Tout cela survient au moment où la ministre des Transports, Geneviève Guilbault, doit dévoiler mardi prochain des « mesures importantes en sécurité routière ». Selon nos informations, la ministre dévoilera l’essentiel de sa Stratégie nationale en sécurité routière, attendue de pied ferme par de nombreux observateurs. Le ministre de l’Éducation, Bernard Drainville, sera aussi sur place.

Un copier-coller de l’an dernier

Selon des données préliminaires de la Société de l’assurance automobile du Québec (SAAQ), 144 personnes auraient perdu la vie sur les routes de la province en date du 30 juin 2023. Il s’agit précisément du même nombre que durant les six premiers mois de 2022, année où on observait déjà une hausse marquée par rapport à la moyenne des cinq années précédentes.

Quelque 535 personnes ont par ailleurs été blessées gravement à ce jour en 2023, contre 509 à pareille date en 2022.

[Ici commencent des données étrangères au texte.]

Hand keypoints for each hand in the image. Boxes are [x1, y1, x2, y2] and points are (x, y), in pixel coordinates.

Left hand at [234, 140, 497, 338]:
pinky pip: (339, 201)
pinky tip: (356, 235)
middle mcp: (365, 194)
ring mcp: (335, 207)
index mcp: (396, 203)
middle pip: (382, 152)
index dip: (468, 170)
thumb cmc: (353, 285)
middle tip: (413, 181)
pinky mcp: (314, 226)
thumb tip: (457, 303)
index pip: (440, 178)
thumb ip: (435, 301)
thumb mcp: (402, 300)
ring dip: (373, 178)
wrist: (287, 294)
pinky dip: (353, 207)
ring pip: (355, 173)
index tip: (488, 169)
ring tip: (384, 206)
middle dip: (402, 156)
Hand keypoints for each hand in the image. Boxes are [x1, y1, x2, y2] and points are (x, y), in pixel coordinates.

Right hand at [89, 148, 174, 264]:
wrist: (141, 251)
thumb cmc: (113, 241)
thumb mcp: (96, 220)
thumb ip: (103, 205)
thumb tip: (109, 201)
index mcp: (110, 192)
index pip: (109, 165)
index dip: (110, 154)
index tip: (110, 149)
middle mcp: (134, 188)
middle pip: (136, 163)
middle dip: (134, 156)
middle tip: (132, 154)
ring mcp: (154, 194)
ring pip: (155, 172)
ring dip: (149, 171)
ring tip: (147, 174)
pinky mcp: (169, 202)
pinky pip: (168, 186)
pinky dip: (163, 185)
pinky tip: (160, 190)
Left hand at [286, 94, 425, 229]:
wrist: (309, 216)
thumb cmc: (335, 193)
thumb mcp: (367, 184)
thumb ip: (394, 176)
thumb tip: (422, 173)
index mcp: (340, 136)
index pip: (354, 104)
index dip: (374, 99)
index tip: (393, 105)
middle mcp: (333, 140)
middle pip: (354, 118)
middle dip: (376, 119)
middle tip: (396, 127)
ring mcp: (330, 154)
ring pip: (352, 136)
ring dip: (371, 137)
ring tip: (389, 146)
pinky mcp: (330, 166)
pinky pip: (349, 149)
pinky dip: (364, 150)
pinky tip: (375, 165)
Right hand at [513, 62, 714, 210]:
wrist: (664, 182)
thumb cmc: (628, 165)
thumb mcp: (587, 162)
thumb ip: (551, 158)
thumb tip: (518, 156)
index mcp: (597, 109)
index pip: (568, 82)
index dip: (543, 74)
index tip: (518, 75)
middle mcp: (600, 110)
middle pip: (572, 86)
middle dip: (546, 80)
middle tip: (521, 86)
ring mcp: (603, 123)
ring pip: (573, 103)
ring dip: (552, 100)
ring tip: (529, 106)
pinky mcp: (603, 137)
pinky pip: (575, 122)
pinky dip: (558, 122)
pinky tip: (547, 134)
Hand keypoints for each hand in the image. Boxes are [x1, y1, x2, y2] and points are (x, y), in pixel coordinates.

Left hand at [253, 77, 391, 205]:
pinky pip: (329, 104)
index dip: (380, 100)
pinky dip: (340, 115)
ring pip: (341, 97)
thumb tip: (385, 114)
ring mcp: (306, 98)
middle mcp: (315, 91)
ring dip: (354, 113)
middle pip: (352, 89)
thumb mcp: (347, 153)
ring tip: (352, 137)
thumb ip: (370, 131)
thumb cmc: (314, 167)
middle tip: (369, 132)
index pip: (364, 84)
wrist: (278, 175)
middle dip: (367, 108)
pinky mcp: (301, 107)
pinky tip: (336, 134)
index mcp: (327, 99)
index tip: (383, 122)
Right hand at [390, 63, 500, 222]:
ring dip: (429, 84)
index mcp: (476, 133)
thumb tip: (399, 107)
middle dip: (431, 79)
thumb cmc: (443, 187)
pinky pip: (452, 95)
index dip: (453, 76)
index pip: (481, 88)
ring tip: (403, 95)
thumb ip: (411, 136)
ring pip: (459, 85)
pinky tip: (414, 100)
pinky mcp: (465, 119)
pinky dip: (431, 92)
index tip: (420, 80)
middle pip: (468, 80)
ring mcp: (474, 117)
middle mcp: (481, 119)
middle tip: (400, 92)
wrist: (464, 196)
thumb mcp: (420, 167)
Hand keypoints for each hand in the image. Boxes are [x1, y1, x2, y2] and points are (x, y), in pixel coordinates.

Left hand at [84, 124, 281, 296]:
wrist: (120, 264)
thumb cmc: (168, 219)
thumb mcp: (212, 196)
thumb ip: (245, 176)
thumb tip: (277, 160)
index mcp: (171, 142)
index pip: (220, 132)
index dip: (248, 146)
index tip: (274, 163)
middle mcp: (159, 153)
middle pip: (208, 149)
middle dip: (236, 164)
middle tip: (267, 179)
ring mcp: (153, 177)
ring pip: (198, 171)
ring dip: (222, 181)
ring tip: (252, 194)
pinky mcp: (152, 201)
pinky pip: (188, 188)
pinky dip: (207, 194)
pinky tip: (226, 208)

La SAAQ affirme qu’elle ne dispose pas actuellement de données pour les vacances de la construction de 2023, mais son porte-parole, Gino Desrosiers, souligne que « de 2017 à 2022, en moyenne annuellement, il y a eu 20 décès et 90 blessés graves sur les routes du Québec pendant les vacances de la construction ». En 2022, pendant cette période, il y avait eu 20 décès et 71 blessés graves.

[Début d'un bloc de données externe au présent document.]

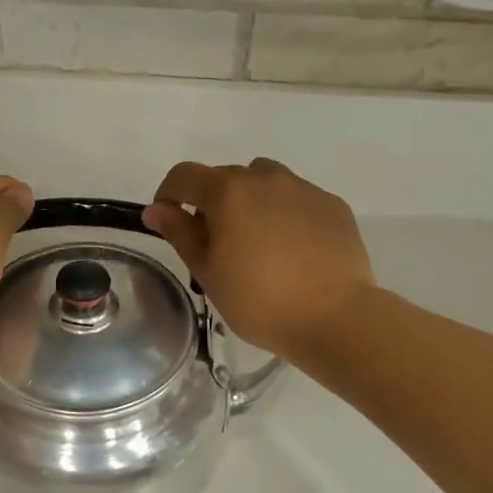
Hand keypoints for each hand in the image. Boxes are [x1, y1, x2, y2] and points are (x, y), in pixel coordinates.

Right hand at [143, 159, 374, 358]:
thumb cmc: (260, 301)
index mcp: (228, 192)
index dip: (168, 193)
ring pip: (264, 182)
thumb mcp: (208, 273)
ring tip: (256, 241)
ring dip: (250, 201)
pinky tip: (292, 249)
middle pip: (225, 177)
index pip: (184, 175)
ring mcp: (303, 189)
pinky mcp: (332, 204)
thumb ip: (180, 234)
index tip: (168, 220)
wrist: (336, 317)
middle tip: (216, 245)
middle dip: (212, 202)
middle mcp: (265, 179)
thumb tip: (156, 210)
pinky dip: (285, 213)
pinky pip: (297, 198)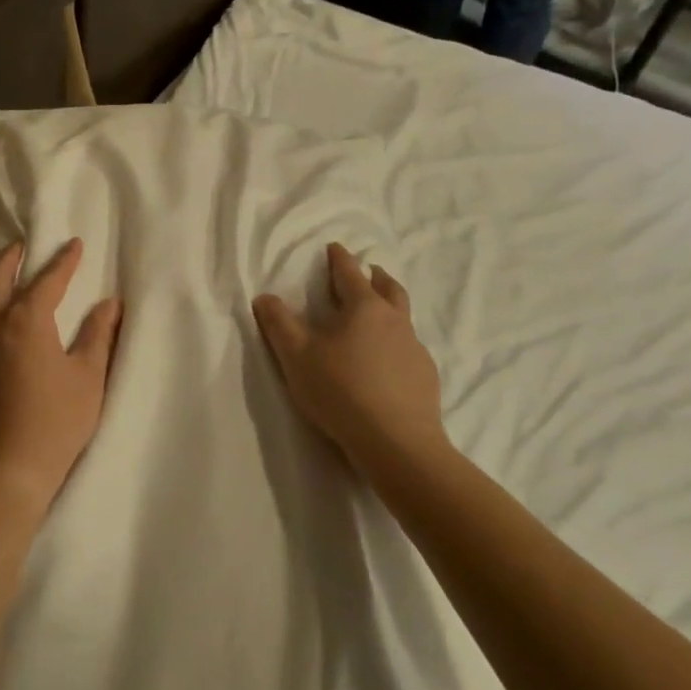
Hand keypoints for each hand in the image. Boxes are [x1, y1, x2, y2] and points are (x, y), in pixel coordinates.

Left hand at [0, 238, 121, 515]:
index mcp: (26, 320)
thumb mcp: (88, 377)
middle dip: (13, 258)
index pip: (48, 279)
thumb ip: (98, 335)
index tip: (74, 244)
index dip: (64, 261)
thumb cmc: (54, 422)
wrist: (2, 472)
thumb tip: (110, 303)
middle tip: (24, 245)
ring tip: (6, 277)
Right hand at [253, 243, 448, 481]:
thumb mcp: (296, 357)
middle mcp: (394, 321)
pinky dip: (397, 343)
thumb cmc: (341, 391)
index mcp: (364, 308)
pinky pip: (410, 349)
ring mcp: (415, 349)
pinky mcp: (425, 376)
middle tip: (370, 271)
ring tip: (379, 314)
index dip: (339, 259)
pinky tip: (389, 362)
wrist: (396, 442)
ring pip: (403, 317)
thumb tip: (264, 297)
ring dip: (391, 307)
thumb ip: (279, 324)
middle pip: (388, 288)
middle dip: (376, 276)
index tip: (335, 247)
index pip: (349, 274)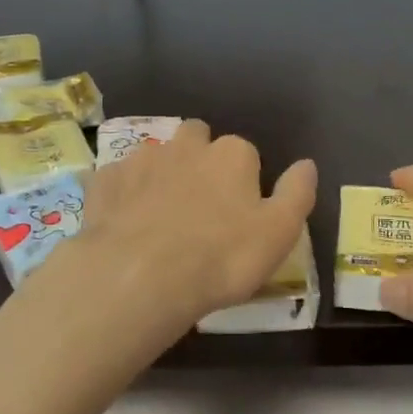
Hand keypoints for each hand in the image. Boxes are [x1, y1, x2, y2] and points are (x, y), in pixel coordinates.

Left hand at [55, 121, 316, 355]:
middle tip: (200, 203)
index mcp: (231, 155)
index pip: (245, 152)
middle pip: (197, 138)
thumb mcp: (278, 233)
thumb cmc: (221, 257)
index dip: (244, 179)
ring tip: (160, 215)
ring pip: (156, 155)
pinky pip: (119, 179)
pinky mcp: (105, 181)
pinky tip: (124, 223)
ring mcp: (141, 159)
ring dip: (161, 174)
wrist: (140, 274)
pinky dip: (124, 193)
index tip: (240, 211)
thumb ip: (296, 193)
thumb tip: (307, 164)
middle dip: (199, 158)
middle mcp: (186, 145)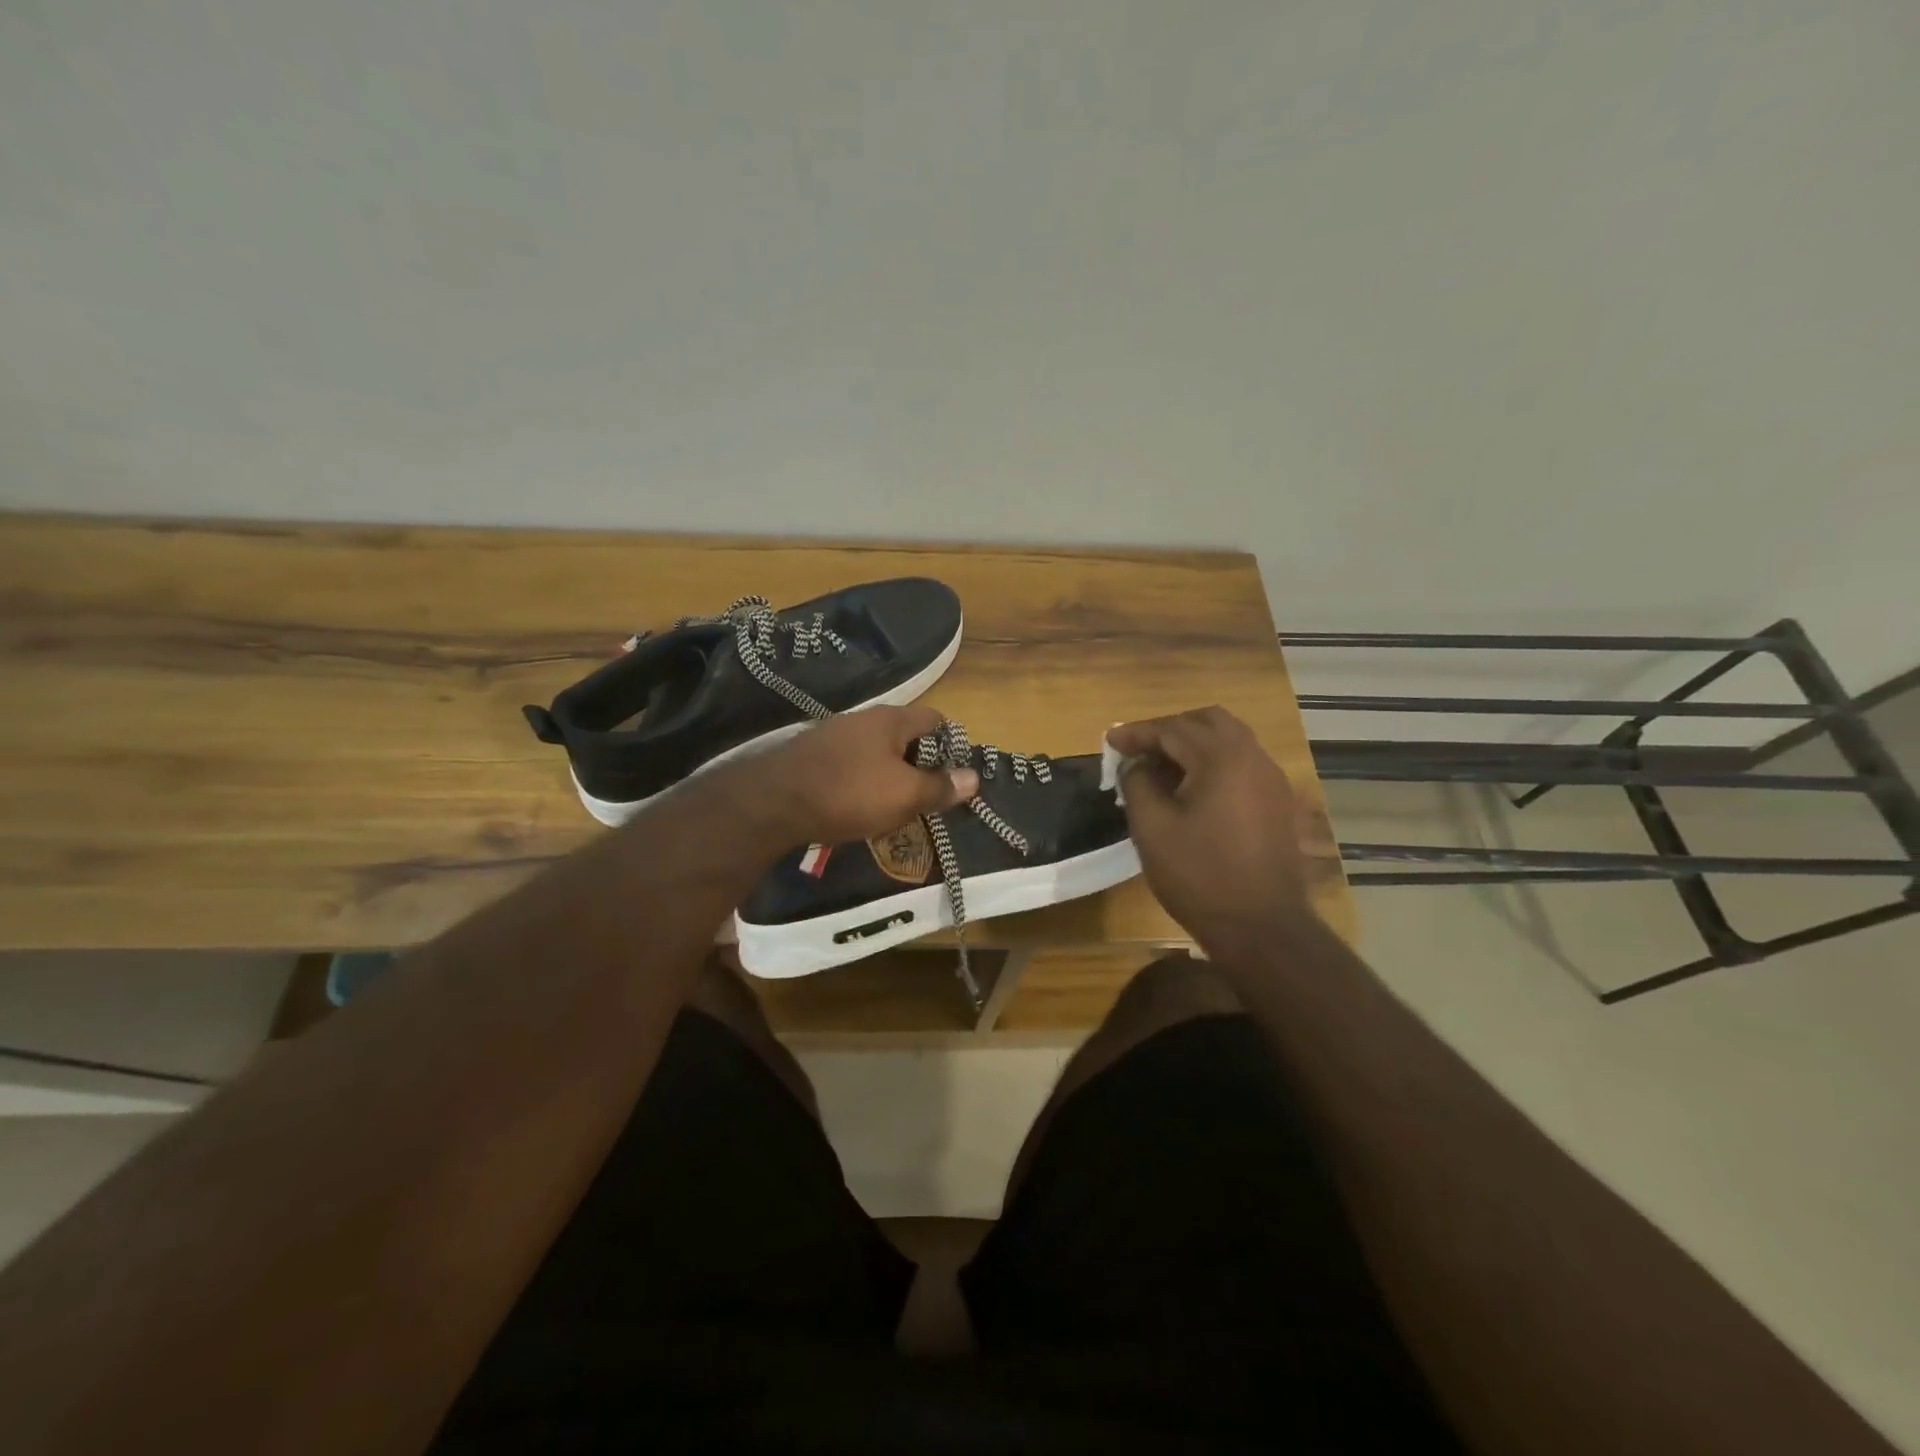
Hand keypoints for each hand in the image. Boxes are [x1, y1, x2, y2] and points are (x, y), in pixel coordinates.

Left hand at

Début août, la Sûreté du Québec avait néanmoins signalé que 22 décès étaient survenus pendant les vacances de la construction sur le réseau routier en 2023.

« C’est déjà très inquiétant »

Pour CAA-Québec, ces chiffres montrent d’emblée une tendance pour le moins insécurisante. « C’est un bilan qui est préoccupant quand on sait que 2022, c’était le pire bilan routier en 10 ans. D’être au même niveau déjà cette année, c’est très inquiétant », explique son porte-parole, David Marcille.

En juin, la SAAQ avait révélé que 392 personnes étaient mortes sur les routes du Québec en 2022. Il s’agissait alors d’une hausse d’environ 13 % en un an, mais surtout d’un sommet en près d’une décennie. Surreprésentés, les piétons ont été victimes l’an dernier d’un décès sur cinq, alors que le nombre de collisions impliquant un poids lourd suit aussi une tendance à la hausse.

Les Québécois ont conservé de mauvaises habitudes de conduite issues de la pandémie. On le voit encore : les gens conduisent beaucoup plus vite qu’avant. Il y a énormément d’excès de vitesse et c’est la grande cause des accidents.

David Marcille, porte-parole de CAA-Québec

À Montréal, ajoute M. Marcille, « on sait qu’on a un gros problème en zone scolaire avec la rentrée qui arrive ». L’an passé, son groupe avait fait le constat dans une étude réalisée au mois d’octobre qu’environ 95 % des automobilistes ne respectaient pas la vitesse en zone scolaire.

« Ça va prendre des actions concrètes parce que les gens ne semblent pas conscients du danger de conduire une voiture. On a besoin de mesures qui vont protéger les usagers de la route malgré eux, parce qu’on a beau répéter, faire de la sensibilisation, il y a encore tellement de manœuvres téméraires, beaucoup d’impatience. Ça passe vraiment par une meilleure application des lois », conclut David Marcille.